There have been so many posts written in my head that I just couldn’t seem to get to the computer to type out. We are talking life changing posts here people, things that would have changed your viewpoint on EVERYTHING. Now that I am typing, of course I don’t remember all the things I wanted to express. Instead, I’m typing this while listening to my oldest discuss chemicals. I can’t believe he is 10 already. *shakes head*.
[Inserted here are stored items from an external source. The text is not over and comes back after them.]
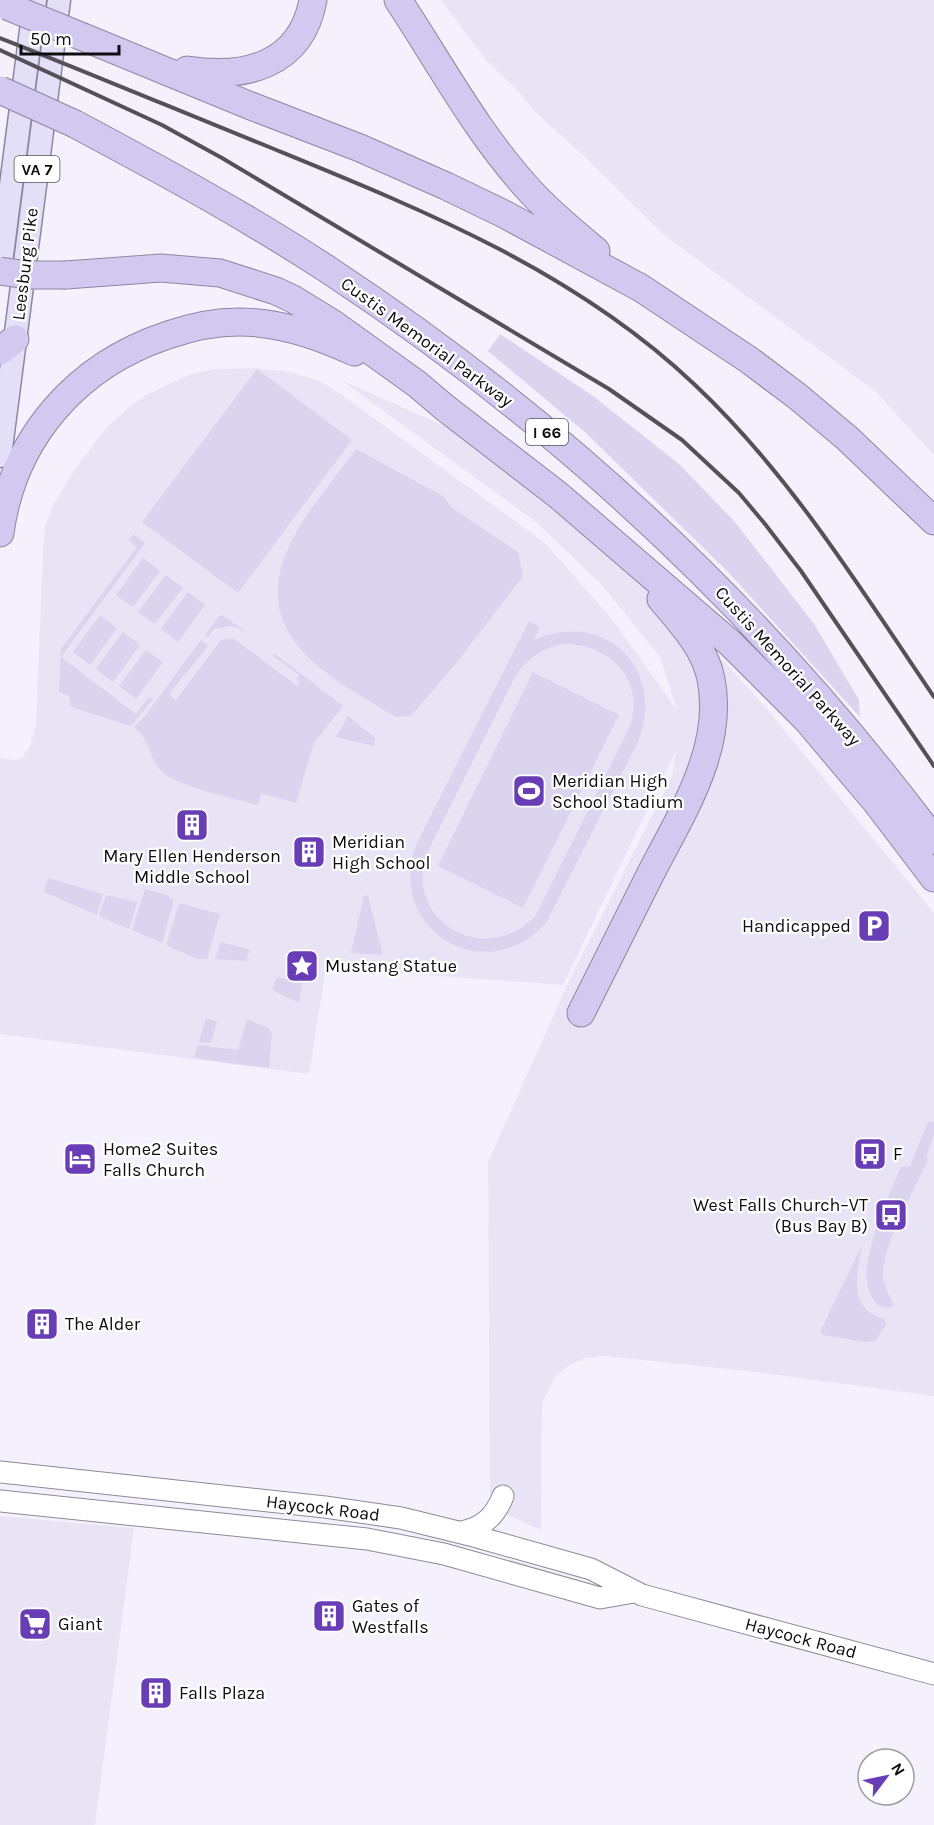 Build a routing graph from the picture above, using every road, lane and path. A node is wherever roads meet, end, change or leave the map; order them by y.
1 (35, 0) edge
2 (59, 0) edge
3 (313, 0) edge
4 (398, 0) edge
5 (4, 5) edge
6 (148, 64) junction
7 (0, 90) edge
8 (0, 271) edge
9 (641, 288) junction
10 (8, 345) edge
11 (444, 408) junction
12 (0, 456) edge
13 (585, 517) junction
14 (934, 521) edge
15 (0, 533) edge
16 (934, 840) edge
17 (934, 878) edge
18 (581, 1013) dead end
19 (0, 1472) edge
20 (503, 1496) dead end
21 (0, 1502) edge
22 (461, 1532) junction
23 (634, 1592) junction
24 (934, 1674) edge

1 - 8 main road, Leesburg Pike / VA 7
2 - 10 main road, Leesburg Pike / VA 7
3 - 6 highway
4 - 9 highway
5 - 6 highway, bridge
6 - 9 highway
7 - 16 highway, Custis Memorial Parkway / I 66, bridge
8 - 11 highway, bridge
9 - 14 highway
10 - 12 main road, Leesburg Pike / VA 7
11 - 13 highway
11 - 15 highway
13 - 17 highway
13 - 18 highway
19 - 22 main road, Haycock Road
20 - 22 main road
21 - 23 main road, Haycock Road
22 - 23 main road, Haycock Road
23 - 24 main road, Haycock Road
I am jotting down some of my ideas now just in case I want/can come back to flesh them out. Here’s the first. I’m a closet romantic. I hate hate hate admitting this because I don’t want to be seen as one of those girls were giggles over some chick flix (some movies i do like btw). I’m have no desire to join in stereotypes. I also have no desire to judge people who ARE like that. I know a couple of males that think all women are love the mushy stuff. To each their own. However, I do enjoy a good romance. Jane Eyre, Pride and Prejudice, a recent book I read called Phoenix… Yes, a non-classic. There are so many more of course, its hard to give examples.
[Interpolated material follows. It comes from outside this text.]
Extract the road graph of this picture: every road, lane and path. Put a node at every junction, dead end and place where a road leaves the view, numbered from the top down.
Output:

The problem I have with romances is the idea the Eros conquers all, even pain. Find the love of your life and his/her love will heal you. Yeah, doesn’t work like that people. I firmly believe in Agape love, that without having THAT type of love as your base, any other love will become a demon. Yes, I pulled the God card. C.S. Lewis pointed out that the other loves are truer, purer, when we allow the love of God to hold first place. How do we know love if we don’t know God?
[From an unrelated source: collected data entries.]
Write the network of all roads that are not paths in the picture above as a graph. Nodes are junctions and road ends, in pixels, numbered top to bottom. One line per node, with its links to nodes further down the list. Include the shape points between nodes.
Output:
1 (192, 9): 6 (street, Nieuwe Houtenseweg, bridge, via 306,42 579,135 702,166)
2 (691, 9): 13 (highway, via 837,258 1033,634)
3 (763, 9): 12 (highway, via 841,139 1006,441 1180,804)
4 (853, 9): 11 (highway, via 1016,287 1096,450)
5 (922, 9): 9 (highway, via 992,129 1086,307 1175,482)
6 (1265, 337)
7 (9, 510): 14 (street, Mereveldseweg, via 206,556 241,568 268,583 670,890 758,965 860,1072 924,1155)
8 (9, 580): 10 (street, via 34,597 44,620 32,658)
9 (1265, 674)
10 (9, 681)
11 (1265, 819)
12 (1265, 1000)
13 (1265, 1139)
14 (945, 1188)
I can’t and won’t reduce all marriage problems to “not putting God first.” We are complex creatures, despite our seemingly single-mindlessness. We aren’t all ruled by sex or passion. Life gives some so many paper cuts of hurt that in the end the pain adds up to enough to destroy marriages. Sometimes its easier to forgive one big thing over a thousand seemingly little things. I have seen marriages fall apart because people “fall out of love”, find someone they “love more”, etc. Some people hold out for that life shattering passionate love that curls your toes. Based on what I’ve seen and what I’ve been reading I have yet another theory to present. There are more than one type of Eros love. Since people are not all the same, why should that passionate love be? For some, there ARE soul mates, love at first sight. For others, there is love that grows over time, love born out of friendship. There is love that is comfortable, and love that burns with its passion. Some even know more than one type in their life time. Some can only handle one type. Of course, there are those who, like Paul, don’t feel eros at all. God guides us to the love we want sometimes, but He already and always provides the love we NEED.
I’m blessed, I will admit. At the tender age of 18 (yes mom, I will admit how young I was now;)), after going through a bad breakup, God guided me to my soul mate. He has put up with some much from me, and we have and still are maturing together. Looking back at all my hung ups, he has loved me through each and every one. We have fought, and go through a lot of pain together, but I feel like no one on this earth understands me better. Yes, I’m afraid at times. It is hard handling over your heart to someone know that they can shatter you. That’s where God comes in I guess. My backup. Putting God in charge of your heart does not guarantee your lover won’t break your heart. God provides the glue to put it back together and make it even stronger. My love for Dave is strong because my love for God is strong. Agape picks out the selfishness out of Eros, making it truer, kinder.
Well, I guess I don’t need to flesh that idea out. I also got carried away and now need to get off the computer to get the kids in order.